Transgene escape and persistence in an agroecosystem: the case of glyphosate-resistant Brassica rapa L. in central Argentina (Pandolfo et al. 2018)
“During 2014, wild B. rapa populations that escaped control with glyphosate applications by farmers were found in this area. These plants were characterized by morphology and seed acidic profile, and all the characters agreed with B. rapa description. The dose-response assays showed that the biotypes were highly resistant to glyphosate. It was also shown that they had multiple resistance to AHAS-inhibiting herbicides. The transgenic origin of the glyphosate resistance in B. rapa biotypes was verified by an immunological test which confirmed the presence of the CP4 EPSPS protein and by an event-specific GT73 molecular marker. The persistence of the transgene in nature was confirmed for at least 4 years, in ruderal and agrestal habitats. This finding suggests that glyphosate resistance might come from GM oilseed rape crops illegally cultivated in the country or as a seed contaminant, and it implies gene flow and introgression between feral populations of GM B. napus and wild B. rapa.”

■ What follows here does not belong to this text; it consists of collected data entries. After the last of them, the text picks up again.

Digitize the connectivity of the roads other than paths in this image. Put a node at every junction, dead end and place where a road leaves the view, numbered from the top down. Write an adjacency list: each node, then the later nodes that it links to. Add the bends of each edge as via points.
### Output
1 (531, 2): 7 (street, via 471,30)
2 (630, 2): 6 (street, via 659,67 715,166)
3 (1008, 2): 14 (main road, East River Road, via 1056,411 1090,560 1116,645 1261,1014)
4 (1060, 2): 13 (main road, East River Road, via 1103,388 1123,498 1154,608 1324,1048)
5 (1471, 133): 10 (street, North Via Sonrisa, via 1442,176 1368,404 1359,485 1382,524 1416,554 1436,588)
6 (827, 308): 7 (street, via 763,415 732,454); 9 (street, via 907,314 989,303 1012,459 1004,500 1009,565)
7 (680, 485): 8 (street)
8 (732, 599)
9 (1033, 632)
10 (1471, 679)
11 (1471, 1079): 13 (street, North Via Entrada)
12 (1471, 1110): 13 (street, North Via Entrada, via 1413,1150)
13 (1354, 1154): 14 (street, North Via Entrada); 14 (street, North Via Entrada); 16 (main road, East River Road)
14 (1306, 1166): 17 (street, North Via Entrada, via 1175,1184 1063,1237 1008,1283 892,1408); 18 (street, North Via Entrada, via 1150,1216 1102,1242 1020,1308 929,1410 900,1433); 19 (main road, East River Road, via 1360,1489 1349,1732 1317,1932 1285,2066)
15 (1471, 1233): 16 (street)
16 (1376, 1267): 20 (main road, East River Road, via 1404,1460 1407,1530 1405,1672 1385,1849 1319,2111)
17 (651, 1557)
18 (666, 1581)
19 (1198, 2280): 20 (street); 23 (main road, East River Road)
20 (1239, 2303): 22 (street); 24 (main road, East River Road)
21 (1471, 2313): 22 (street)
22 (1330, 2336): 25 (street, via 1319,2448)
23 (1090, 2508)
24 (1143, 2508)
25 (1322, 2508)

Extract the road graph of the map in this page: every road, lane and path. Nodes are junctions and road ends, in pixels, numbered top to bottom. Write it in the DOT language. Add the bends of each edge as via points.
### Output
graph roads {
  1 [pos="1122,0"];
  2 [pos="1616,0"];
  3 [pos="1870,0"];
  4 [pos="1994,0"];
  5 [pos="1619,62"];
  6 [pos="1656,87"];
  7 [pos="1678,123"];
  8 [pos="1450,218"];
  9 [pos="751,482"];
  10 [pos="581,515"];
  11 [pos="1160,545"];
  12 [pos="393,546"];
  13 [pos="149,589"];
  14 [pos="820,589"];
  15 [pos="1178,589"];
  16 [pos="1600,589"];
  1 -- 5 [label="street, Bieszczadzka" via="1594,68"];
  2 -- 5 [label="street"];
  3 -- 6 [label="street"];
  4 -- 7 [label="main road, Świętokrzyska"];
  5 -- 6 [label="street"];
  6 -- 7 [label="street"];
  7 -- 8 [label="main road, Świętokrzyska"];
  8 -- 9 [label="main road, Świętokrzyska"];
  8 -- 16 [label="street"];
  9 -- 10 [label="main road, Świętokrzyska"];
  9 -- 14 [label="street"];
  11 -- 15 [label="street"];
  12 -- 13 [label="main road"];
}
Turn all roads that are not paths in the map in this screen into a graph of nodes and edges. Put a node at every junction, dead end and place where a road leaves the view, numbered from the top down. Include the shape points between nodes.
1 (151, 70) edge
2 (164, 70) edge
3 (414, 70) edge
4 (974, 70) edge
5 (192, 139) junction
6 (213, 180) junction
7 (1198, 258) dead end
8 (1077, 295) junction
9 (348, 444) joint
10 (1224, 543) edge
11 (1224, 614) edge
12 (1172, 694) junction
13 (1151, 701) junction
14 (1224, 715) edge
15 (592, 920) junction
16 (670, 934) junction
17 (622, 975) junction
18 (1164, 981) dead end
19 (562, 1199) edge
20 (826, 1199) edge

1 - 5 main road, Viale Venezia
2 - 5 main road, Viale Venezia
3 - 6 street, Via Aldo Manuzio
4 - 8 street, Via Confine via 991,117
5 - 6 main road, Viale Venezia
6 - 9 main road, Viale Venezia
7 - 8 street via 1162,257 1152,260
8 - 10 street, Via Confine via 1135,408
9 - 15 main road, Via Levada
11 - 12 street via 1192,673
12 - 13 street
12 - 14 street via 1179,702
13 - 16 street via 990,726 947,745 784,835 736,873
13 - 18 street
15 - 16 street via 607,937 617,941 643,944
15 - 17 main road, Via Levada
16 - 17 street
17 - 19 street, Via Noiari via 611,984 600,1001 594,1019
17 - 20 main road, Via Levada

Potential for gene flow from genetically modified Brassica napus on the territory of Russia (Mikhaylova & Kuluev, 2018)
“We observed maximum 4.1% of transgenic seeds in the progeny of Brassica rapa and 0.6% in the progeny of Brassica juncea. The highest intraspecific hybridization rate of 0.67% was observed in separated populations. DNA fragments, typical to both parents, were present in the genome of the hybrids. The risk of gene flow in Russia is relatively low, but it will be problematic to do environmental monitoring on such a big territory.”
An Empirical Assessment of Transgene Flow from a Bt Transgenic Poplar Plantation (Hu et al. 2017)
“The results of this study indicate that gene flow originating from the Bt poplar plantation occurred at an extremely low level through pollen or seeds under natural conditions.”
High-Resolution Gene Flow Model for Assessing Environmental Impacts of Transgene Escape Based on Biological Parameters and Wind Speed (Wang et al. 2016)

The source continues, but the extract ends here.